(PROMPT): Give back every line of the data, word for word.

========

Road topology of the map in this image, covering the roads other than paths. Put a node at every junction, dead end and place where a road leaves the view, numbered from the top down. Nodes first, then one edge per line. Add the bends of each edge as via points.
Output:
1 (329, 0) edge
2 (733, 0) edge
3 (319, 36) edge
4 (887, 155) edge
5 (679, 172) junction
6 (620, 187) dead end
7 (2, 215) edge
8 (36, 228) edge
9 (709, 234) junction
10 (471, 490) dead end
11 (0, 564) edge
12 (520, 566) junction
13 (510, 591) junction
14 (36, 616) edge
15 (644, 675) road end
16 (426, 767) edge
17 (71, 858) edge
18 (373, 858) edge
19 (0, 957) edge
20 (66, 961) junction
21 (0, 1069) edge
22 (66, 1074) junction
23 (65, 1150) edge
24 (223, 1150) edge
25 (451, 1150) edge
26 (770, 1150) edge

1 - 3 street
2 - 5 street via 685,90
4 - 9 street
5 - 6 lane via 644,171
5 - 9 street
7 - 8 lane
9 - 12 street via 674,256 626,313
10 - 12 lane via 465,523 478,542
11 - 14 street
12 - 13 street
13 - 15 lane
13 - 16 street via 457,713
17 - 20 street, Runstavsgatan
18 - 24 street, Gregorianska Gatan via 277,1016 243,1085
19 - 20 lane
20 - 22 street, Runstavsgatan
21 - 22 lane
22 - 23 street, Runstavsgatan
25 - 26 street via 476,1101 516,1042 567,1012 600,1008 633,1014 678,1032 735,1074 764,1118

========

(OUTPUT):
Road topology of the map in this image, covering the roads other than paths. Put a node at every junction, dead end and place where a road leaves the view, numbered from the top down. Nodes first, then one edge per line. Add the bends of each edge as via points.
Output:
1 (329, 0) edge
2 (733, 0) edge
3 (319, 36) edge
4 (887, 155) edge
5 (679, 172) junction
6 (620, 187) dead end
7 (2, 215) edge
8 (36, 228) edge
9 (709, 234) junction
10 (471, 490) dead end
11 (0, 564) edge
12 (520, 566) junction
13 (510, 591) junction
14 (36, 616) edge
15 (644, 675) road end
16 (426, 767) edge
17 (71, 858) edge
18 (373, 858) edge
19 (0, 957) edge
20 (66, 961) junction
21 (0, 1069) edge
22 (66, 1074) junction
23 (65, 1150) edge
24 (223, 1150) edge
25 (451, 1150) edge
26 (770, 1150) edge

1 - 3 street
2 - 5 street via 685,90
4 - 9 street
5 - 6 lane via 644,171
5 - 9 street
7 - 8 lane
9 - 12 street via 674,256 626,313
10 - 12 lane via 465,523 478,542
11 - 14 street
12 - 13 street
13 - 15 lane
13 - 16 street via 457,713
17 - 20 street, Runstavsgatan
18 - 24 street, Gregorianska Gatan via 277,1016 243,1085
19 - 20 lane
20 - 22 street, Runstavsgatan
21 - 22 lane
22 - 23 street, Runstavsgatan
25 - 26 street via 476,1101 516,1042 567,1012 600,1008 633,1014 678,1032 735,1074 764,1118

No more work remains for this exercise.